HOW TO COMPLETE THIS TASK — Some lines below hold "nodes". Pick them out and copy them.

[Stored data]
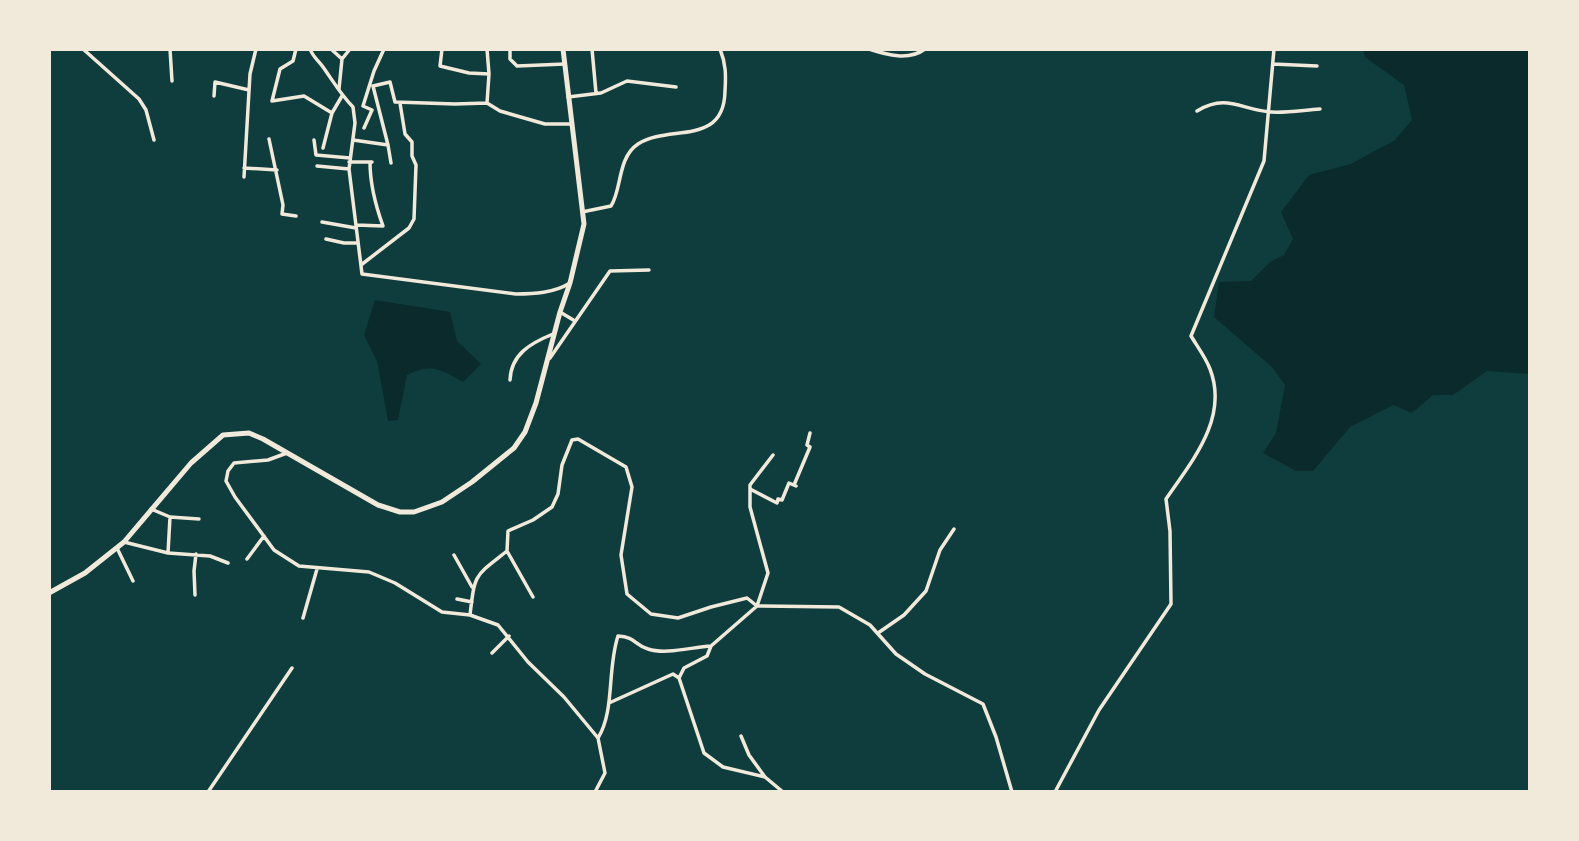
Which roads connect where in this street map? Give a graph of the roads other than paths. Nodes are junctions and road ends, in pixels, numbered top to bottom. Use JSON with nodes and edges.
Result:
{"nodes":[{"id":1,"x":83,"y":49,"type":"edge"},
{"id":2,"x":170,"y":49,"type":"edge"},
{"id":3,"x":256,"y":49,"type":"edge"},
{"id":4,"x":296,"y":49,"type":"edge"},
{"id":5,"x":310,"y":49,"type":"edge"},
{"id":6,"x":331,"y":49,"type":"edge"},
{"id":7,"x":349,"y":49,"type":"edge"},
{"id":8,"x":384,"y":49,"type":"edge"},
{"id":9,"x":442,"y":49,"type":"edge"},
{"id":10,"x":487,"y":49,"type":"edge"},
{"id":11,"x":510,"y":49,"type":"edge"},
{"id":12,"x":564,"y":49,"type":"edge"},
{"id":13,"x":592,"y":49,"type":"edge"},
{"id":14,"x":720,"y":49,"type":"edge"},
{"id":15,"x":869,"y":49,"type":"edge"},
{"id":16,"x":925,"y":49,"type":"edge"},
{"id":17,"x":1274,"y":49,"type":"edge"},
{"id":18,"x":342,"y":59,"type":"junction"},
{"id":19,"x":565,"y":64,"type":"junction"},
{"id":20,"x":1273,"y":64,"type":"junction"},
{"id":21,"x":1317,"y":66,"type":"dead end"},
{"id":22,"x":488,"y":74,"type":"junction"},
{"id":23,"x":372,"y":77,"type":"junction"},
{"id":24,"x":172,"y":81,"type":"dead end"},
{"id":25,"x":373,"y":86,"type":"junction"},
{"id":26,"x":676,"y":87,"type":"dead end"},
{"id":27,"x":248,"y":90,"type":"junction"},
{"id":28,"x":596,"y":93,"type":"junction"},
{"id":29,"x":340,"y":94,"type":"junction"},
{"id":30,"x":214,"y":96,"type":"dead end"},
{"id":31,"x":569,"y":97,"type":"junction"},
{"id":32,"x":400,"y":102,"type":"junction"},
{"id":33,"x":487,"y":103,"type":"junction"},
{"id":34,"x":363,"y":106,"type":"junction"},
{"id":35,"x":353,"y":107,"type":"junction"},
{"id":36,"x":1321,"y":109,"type":"dead end"},
{"id":37,"x":1197,"y":111,"type":"dead end"},
{"id":38,"x":1270,"y":112,"type":"junction"},
{"id":39,"x":332,"y":113,"type":"junction"},
{"id":40,"x":571,"y":124,"type":"junction"},
{"id":41,"x":364,"y":128,"type":"dead end"},
{"id":42,"x":268,"y":139,"type":"dead end"},
{"id":43,"x":154,"y":140,"type":"dead end"},
{"id":44,"x":314,"y":140,"type":"dead end"},
{"id":45,"x":352,"y":140,"type":"junction"},
{"id":46,"x":388,"y":145,"type":"junction"},
{"id":47,"x":323,"y":148,"type":"dead end"},
{"id":48,"x":349,"y":160,"type":"junction"},
{"id":49,"x":391,"y":163,"type":"dead end"},
{"id":50,"x":317,"y":166,"type":"dead end"},
{"id":51,"x":244,"y":168,"type":"junction"},
{"id":52,"x":349,"y":169,"type":"junction"},
{"id":53,"x":277,"y":170,"type":"junction"},
{"id":54,"x":244,"y":177,"type":"dead end"},
{"id":55,"x":582,"y":212,"type":"junction"},
{"id":56,"x":296,"y":216,"type":"dead end"},
{"id":57,"x":322,"y":222,"type":"dead end"},
{"id":58,"x":356,"y":227,"type":"junction"},
{"id":59,"x":326,"y":239,"type":"dead end"},
{"id":60,"x":358,"y":243,"type":"junction"},
{"id":61,"x":361,"y":265,"type":"junction"},
{"id":62,"x":649,"y":270,"type":"dead end"},
{"id":63,"x":570,"y":283,"type":"junction"},
{"id":64,"x":560,"y":312,"type":"junction"},
{"id":65,"x":575,"y":321,"type":"junction"},
{"id":66,"x":555,"y":334,"type":"junction"},
{"id":67,"x":547,"y":362,"type":"junction"},
{"id":68,"x":510,"y":380,"type":"dead end"},
{"id":69,"x":810,"y":433,"type":"dead end"},
{"id":70,"x":289,"y":452,"type":"junction"},
{"id":71,"x":773,"y":455,"type":"dead end"},
{"id":72,"x":750,"y":489,"type":"junction"},
{"id":73,"x":151,"y":509,"type":"junction"},
{"id":74,"x":170,"y":517,"type":"junction"},
{"id":75,"x":199,"y":519,"type":"dead end"},
{"id":76,"x":954,"y":529,"type":"dead end"},
{"id":77,"x":264,"y":536,"type":"junction"},
{"id":78,"x":124,"y":542,"type":"junction"},
{"id":79,"x":117,"y":548,"type":"junction"},
{"id":80,"x":507,"y":551,"type":"junction"},
{"id":81,"x":167,"y":553,"type":"junction"},
{"id":82,"x":196,"y":554,"type":"junction"},
{"id":83,"x":454,"y":555,"type":"dead end"},
{"id":84,"x":247,"y":559,"type":"dead end"},
{"id":85,"x":228,"y":563,"type":"dead end"},
{"id":86,"x":317,"y":569,"type":"junction"},
{"id":87,"x":133,"y":581,"type":"dead end"},
{"id":88,"x":473,"y":589,"type":"junction"},
{"id":89,"x":49,"y":593,"type":"edge"},
{"id":90,"x":195,"y":595,"type":"dead end"},
{"id":91,"x":533,"y":597,"type":"dead end"},
{"id":92,"x":457,"y":599,"type":"dead end"},
{"id":93,"x":472,"y":602,"type":"junction"},
{"id":94,"x":757,"y":606,"type":"junction"},
{"id":95,"x":470,"y":615,"type":"junction"},
{"id":96,"x":303,"y":618,"type":"dead end"},
{"id":97,"x":878,"y":634,"type":"junction"},
{"id":98,"x":509,"y":636,"type":"junction"},
{"id":99,"x":711,"y":646,"type":"junction"},
{"id":100,"x":492,"y":653,"type":"dead end"},
{"id":101,"x":292,"y":667,"type":"dead end"},
{"id":102,"x":679,"y":678,"type":"junction"},
{"id":103,"x":609,"y":703,"type":"junction"},
{"id":104,"x":741,"y":736,"type":"dead end"},
{"id":105,"x":598,"y":738,"type":"junction"},
{"id":106,"x":765,"y":777,"type":"junction"},
{"id":107,"x":208,"y":792,"type":"edge"},
{"id":108,"x":595,"y":792,"type":"edge"},
{"id":109,"x":783,"y":792,"type":"edge"},
{"id":110,"x":1012,"y":792,"type":"edge"},
{"id":111,"x":1055,"y":792,"type":"edge"}],
"edges":[{"from":1,"to":43,"type":"street"},
{"from":2,"to":24,"type":"street"},
{"from":3,"to":27,"type":"street"},
{"from":4,"to":39,"type":"street"},
{"from":5,"to":29,"type":"street"},
{"from":6,"to":18,"type":"street"},
{"from":7,"to":18,"type":"street"},
{"from":8,"to":23,"type":"street"},
{"from":9,"to":22,"type":"street"},
{"from":10,"to":22,"type":"street"},
{"from":11,"to":19,"type":"street"},
{"from":12,"to":19,"type":"highway"},
{"from":13,"to":28,"type":"street"},
{"from":14,"to":55,"type":"street"},
{"from":15,"to":16,"type":"street"},
{"from":17,"to":20,"type":"street"},
{"from":18,"to":29,"type":"street"},
{"from":19,"to":31,"type":"highway"},
{"from":20,"to":21,"type":"street"},
{"from":20,"to":38,"type":"street"},
{"from":22,"to":33,"type":"street"},
{"from":23,"to":25,"type":"street"},
{"from":23,"to":34,"type":"street"},
{"from":25,"to":32,"type":"street"},
{"from":25,"to":46,"type":"street"},
{"from":26,"to":28,"type":"street"},
{"from":27,"to":30,"type":"street"},
{"from":27,"to":51,"type":"street"},
{"from":28,"to":31,"type":"street"},
{"from":29,"to":35,"type":"street"},
{"from":29,"to":39,"type":"street"},
{"from":31,"to":40,"type":"highway"},
{"from":32,"to":33,"type":"street"},
{"from":32,"to":61,"type":"street"},
{"from":33,"to":40,"type":"street"},
{"from":34,"to":35,"type":"street"},
{"from":34,"to":41,"type":"street"},
{"from":35,"to":45,"type":"street"},
{"from":36,"to":38,"type":"street"},
{"from":37,"to":38,"type":"street"},
{"from":38,"to":111,"type":"street"},
{"from":39,"to":47,"type":"street"},
{"from":40,"to":55,"type":"highway"},
{"from":42,"to":53,"type":"street"},
{"from":44,"to":48,"type":"street"},
{"from":45,"to":46,"type":"street"},
{"from":45,"to":48,"type":"street"},
{"from":46,"to":49,"type":"street"},
{"from":48,"to":52,"type":"street"},
{"from":48,"to":58,"type":"street"},
{"from":50,"to":52,"type":"street"},
{"from":51,"to":53,"type":"street"},
{"from":51,"to":54,"type":"street"},
{"from":52,"to":58,"type":"street"},
{"from":53,"to":56,"type":"street"},
{"from":55,"to":63,"type":"highway"},
{"from":57,"to":58,"type":"street"},
{"from":58,"to":60,"type":"street"},
{"from":59,"to":60,"type":"street"},
{"from":60,"to":61,"type":"street"},
{"from":61,"to":63,"type":"street"},
{"from":62,"to":65,"type":"street"},
{"from":63,"to":64,"type":"highway"},
{"from":64,"to":65,"type":"street"},
{"from":64,"to":66,"type":"highway"},
{"from":65,"to":67,"type":"street"},
{"from":66,"to":67,"type":"highway"},
{"from":66,"to":68,"type":"street"},
{"from":67,"to":70,"type":"highway"},
{"from":69,"to":72,"type":"street"},
{"from":70,"to":73,"type":"highway"},
{"from":70,"to":77,"type":"street"},
{"from":71,"to":72,"type":"street"},
{"from":72,"to":94,"type":"street"},
{"from":73,"to":74,"type":"street"},
{"from":73,"to":78,"type":"highway"},
{"from":74,"to":75,"type":"street"},
{"from":74,"to":81,"type":"street"},
{"from":76,"to":97,"type":"street"},
{"from":77,"to":84,"type":"street"},
{"from":77,"to":86,"type":"street"},
{"from":78,"to":79,"type":"highway"},
{"from":78,"to":81,"type":"street"},
{"from":79,"to":87,"type":"street"},
{"from":79,"to":89,"type":"highway"},
{"from":80,"to":88,"type":"street"},
{"from":80,"to":91,"type":"street"},
{"from":80,"to":94,"type":"street"},
{"from":81,"to":82,"type":"street"},
{"from":82,"to":85,"type":"street"},
{"from":82,"to":90,"type":"street"},
{"from":83,"to":88,"type":"street"},
{"from":86,"to":95,"type":"street"},
{"from":86,"to":96,"type":"street"},
{"from":88,"to":93,"type":"street"},
{"from":92,"to":93,"type":"street"},
{"from":93,"to":95,"type":"street"},
{"from":94,"to":97,"type":"street"},
{"from":94,"to":99,"type":"street"},
{"from":95,"to":98,"type":"street"},
{"from":97,"to":110,"type":"street"},
{"from":98,"to":100,"type":"street"},
{"from":98,"to":105,"type":"street"},
{"from":99,"to":102,"type":"street"},
{"from":99,"to":103,"type":"street"},
{"from":101,"to":107,"type":"street"},
{"from":102,"to":103,"type":"street"},
{"from":102,"to":106,"type":"street"},
{"from":103,"to":105,"type":"street"},
{"from":104,"to":106,"type":"street"},
{"from":105,"to":108,"type":"street"},
{"from":106,"to":109,"type":"street"}]}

RESPONSE —
Which roads connect where in this street map? Give a graph of the roads other than paths. Nodes are junctions and road ends, in pixels, numbered top to bottom. Use JSON with nodes and edges.
{"nodes":[{"id":1,"x":83,"y":49,"type":"edge"},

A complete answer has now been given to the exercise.